TASK DESCRIPTION:
Looking through the material below, say how many lines contain the string "ffffff" and add nothing more.

____________

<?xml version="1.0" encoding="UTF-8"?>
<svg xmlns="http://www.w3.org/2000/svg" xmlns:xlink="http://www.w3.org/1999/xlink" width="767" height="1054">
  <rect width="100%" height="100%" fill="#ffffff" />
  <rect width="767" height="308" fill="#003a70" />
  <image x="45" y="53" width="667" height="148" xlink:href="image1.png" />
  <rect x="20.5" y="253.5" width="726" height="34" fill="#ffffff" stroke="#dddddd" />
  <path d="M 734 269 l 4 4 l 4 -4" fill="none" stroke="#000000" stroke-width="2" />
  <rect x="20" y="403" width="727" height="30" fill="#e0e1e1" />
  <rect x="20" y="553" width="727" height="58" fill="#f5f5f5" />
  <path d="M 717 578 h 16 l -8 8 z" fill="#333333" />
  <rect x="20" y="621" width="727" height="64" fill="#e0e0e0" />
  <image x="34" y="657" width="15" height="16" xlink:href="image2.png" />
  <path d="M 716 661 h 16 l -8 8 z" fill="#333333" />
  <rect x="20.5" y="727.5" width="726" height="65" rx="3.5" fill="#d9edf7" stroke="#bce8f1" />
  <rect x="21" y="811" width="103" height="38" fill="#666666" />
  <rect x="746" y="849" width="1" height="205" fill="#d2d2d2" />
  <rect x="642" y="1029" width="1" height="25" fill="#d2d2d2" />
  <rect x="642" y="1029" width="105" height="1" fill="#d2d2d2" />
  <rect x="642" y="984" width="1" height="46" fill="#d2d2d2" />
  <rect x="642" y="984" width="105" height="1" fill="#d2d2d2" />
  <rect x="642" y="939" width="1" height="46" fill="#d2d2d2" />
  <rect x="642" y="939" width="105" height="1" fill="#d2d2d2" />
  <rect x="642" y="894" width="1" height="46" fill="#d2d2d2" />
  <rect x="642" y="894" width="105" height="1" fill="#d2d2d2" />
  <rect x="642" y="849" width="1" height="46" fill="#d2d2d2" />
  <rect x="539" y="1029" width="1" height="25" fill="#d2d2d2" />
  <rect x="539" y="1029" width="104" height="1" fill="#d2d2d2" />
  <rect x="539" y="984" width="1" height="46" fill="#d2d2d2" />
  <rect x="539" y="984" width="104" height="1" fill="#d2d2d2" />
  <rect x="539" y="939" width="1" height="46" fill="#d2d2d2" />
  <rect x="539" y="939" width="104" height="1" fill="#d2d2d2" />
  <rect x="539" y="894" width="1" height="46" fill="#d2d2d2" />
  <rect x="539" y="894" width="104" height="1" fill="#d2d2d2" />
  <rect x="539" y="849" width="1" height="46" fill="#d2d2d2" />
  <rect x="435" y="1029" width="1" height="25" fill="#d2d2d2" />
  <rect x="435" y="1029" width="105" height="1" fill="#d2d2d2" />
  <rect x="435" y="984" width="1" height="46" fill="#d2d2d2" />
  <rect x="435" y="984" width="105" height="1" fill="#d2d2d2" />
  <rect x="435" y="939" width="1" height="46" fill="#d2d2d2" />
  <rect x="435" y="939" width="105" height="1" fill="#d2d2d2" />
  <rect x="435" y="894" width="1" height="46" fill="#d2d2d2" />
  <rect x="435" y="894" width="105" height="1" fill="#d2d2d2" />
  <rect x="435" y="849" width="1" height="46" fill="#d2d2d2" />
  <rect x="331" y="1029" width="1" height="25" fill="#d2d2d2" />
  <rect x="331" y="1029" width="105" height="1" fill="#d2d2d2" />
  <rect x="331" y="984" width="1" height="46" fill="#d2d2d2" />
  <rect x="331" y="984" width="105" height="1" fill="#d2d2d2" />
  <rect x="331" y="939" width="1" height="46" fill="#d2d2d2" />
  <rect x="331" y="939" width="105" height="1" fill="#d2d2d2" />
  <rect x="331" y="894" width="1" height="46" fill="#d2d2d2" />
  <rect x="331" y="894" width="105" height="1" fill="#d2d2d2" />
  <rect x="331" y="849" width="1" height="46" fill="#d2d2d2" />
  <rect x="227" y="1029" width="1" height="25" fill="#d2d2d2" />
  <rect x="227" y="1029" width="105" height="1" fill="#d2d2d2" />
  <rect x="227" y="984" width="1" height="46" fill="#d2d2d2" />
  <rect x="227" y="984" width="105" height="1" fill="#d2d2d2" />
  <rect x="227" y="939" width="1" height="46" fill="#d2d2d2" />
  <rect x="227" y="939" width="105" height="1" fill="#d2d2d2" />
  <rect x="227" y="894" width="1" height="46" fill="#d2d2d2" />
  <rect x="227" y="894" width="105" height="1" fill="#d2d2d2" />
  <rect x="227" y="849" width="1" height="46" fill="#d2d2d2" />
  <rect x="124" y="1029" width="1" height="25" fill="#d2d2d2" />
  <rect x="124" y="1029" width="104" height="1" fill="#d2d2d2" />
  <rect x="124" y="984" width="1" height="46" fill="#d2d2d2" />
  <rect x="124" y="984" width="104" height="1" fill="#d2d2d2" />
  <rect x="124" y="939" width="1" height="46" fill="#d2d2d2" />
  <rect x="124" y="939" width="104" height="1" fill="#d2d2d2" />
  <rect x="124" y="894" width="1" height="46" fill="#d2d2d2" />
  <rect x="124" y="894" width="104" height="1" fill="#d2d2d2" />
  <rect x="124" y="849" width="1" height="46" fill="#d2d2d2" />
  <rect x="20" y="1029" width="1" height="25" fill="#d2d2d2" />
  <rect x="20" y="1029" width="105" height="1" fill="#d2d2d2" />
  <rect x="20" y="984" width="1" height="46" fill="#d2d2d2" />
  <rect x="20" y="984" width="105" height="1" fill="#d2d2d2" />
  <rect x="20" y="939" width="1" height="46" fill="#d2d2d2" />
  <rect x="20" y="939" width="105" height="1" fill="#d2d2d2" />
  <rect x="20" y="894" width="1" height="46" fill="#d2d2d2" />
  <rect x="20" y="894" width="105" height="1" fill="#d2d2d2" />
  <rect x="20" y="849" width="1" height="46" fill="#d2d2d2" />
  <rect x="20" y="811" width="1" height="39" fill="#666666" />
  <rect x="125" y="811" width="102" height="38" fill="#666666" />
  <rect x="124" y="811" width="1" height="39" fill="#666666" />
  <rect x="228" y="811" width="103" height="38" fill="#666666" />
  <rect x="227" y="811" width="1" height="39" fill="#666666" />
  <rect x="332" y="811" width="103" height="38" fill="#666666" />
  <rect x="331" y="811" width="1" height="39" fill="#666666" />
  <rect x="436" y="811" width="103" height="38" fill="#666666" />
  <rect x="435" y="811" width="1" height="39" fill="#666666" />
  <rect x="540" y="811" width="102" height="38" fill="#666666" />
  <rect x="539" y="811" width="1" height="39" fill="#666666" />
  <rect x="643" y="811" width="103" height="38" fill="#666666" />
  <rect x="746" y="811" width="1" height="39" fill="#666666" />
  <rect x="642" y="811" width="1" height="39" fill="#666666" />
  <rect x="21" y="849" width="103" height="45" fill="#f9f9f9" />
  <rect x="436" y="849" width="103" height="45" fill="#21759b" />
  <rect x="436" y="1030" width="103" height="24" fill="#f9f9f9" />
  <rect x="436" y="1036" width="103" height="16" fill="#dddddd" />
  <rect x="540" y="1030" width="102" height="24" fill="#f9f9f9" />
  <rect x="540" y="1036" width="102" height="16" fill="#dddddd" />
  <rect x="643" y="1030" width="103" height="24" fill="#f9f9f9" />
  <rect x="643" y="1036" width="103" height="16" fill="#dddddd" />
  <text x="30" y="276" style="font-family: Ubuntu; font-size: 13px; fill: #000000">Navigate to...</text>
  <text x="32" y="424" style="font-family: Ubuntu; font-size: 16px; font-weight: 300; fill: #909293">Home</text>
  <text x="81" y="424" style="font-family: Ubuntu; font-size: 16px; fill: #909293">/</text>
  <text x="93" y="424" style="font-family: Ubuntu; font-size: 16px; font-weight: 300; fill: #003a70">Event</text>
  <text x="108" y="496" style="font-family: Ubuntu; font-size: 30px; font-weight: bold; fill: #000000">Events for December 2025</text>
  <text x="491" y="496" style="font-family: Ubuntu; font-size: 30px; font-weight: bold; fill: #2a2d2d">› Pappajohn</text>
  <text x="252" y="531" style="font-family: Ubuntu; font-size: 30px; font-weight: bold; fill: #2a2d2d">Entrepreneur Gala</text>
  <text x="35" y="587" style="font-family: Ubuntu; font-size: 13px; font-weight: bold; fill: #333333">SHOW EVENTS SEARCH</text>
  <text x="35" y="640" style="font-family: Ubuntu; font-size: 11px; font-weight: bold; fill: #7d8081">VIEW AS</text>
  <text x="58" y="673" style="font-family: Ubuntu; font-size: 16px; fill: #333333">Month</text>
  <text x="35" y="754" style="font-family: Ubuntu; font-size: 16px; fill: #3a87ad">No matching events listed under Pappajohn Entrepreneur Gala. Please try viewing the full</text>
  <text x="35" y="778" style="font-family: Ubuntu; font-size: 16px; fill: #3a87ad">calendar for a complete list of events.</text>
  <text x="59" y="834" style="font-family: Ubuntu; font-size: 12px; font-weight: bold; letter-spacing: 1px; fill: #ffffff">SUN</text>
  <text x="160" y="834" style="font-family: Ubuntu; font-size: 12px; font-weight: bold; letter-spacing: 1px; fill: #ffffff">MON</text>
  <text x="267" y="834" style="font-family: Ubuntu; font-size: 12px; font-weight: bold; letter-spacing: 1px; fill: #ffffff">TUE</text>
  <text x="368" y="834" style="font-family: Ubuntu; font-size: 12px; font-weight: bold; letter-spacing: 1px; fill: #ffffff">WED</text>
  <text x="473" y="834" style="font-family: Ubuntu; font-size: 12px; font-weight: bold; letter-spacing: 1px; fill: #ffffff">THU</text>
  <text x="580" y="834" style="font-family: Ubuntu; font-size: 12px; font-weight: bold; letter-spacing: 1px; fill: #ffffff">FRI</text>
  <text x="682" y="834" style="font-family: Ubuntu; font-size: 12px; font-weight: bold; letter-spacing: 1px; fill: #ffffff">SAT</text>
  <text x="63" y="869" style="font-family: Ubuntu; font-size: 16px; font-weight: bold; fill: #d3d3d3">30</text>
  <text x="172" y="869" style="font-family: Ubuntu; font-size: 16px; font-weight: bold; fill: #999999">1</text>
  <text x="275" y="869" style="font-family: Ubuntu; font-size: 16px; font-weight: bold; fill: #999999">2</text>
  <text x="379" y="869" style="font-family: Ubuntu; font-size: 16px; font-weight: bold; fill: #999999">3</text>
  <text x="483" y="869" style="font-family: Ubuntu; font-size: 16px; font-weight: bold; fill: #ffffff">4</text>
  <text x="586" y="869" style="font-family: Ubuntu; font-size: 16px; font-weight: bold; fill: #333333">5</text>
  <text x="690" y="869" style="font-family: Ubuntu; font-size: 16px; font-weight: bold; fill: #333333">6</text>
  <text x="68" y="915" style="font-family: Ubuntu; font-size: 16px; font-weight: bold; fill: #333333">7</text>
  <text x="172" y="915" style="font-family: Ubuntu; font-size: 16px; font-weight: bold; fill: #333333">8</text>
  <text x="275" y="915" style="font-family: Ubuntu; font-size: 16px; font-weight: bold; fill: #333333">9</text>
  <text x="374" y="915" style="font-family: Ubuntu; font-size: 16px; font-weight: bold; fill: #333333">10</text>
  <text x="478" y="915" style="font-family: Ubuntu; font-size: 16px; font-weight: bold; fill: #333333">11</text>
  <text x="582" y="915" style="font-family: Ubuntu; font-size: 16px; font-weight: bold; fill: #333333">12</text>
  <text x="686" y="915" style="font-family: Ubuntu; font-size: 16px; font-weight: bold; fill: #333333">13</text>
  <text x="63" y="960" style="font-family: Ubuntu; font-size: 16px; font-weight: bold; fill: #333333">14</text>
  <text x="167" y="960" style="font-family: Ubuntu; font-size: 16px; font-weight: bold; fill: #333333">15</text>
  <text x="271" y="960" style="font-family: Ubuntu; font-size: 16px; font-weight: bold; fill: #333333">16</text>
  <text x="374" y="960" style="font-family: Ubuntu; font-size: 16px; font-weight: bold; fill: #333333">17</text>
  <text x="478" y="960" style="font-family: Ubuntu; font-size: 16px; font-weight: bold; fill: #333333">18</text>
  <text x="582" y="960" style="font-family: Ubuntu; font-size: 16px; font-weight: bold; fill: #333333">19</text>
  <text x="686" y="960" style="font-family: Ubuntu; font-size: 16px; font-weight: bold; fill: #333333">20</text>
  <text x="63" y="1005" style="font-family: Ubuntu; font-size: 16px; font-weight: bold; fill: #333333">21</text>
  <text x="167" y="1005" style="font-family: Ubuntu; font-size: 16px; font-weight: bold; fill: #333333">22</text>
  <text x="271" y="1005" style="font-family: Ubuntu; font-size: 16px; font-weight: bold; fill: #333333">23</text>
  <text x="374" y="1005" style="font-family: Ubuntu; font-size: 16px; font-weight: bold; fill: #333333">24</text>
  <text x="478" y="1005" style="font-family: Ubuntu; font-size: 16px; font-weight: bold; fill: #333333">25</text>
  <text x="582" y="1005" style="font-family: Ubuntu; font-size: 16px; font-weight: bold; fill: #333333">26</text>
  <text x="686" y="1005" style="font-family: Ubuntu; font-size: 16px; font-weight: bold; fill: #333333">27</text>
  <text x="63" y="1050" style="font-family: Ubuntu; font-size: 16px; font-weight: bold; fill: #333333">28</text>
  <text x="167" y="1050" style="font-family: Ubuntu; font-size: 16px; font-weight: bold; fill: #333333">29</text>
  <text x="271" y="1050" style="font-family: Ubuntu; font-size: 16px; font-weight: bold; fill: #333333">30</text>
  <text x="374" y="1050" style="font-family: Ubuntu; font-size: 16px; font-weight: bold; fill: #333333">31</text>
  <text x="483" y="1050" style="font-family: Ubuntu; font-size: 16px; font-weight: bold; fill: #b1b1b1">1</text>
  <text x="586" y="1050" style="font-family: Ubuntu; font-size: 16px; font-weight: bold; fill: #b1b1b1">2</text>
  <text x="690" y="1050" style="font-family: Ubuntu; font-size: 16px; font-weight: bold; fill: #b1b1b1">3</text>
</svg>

____________

SOLUTION TO THIS TASK:
10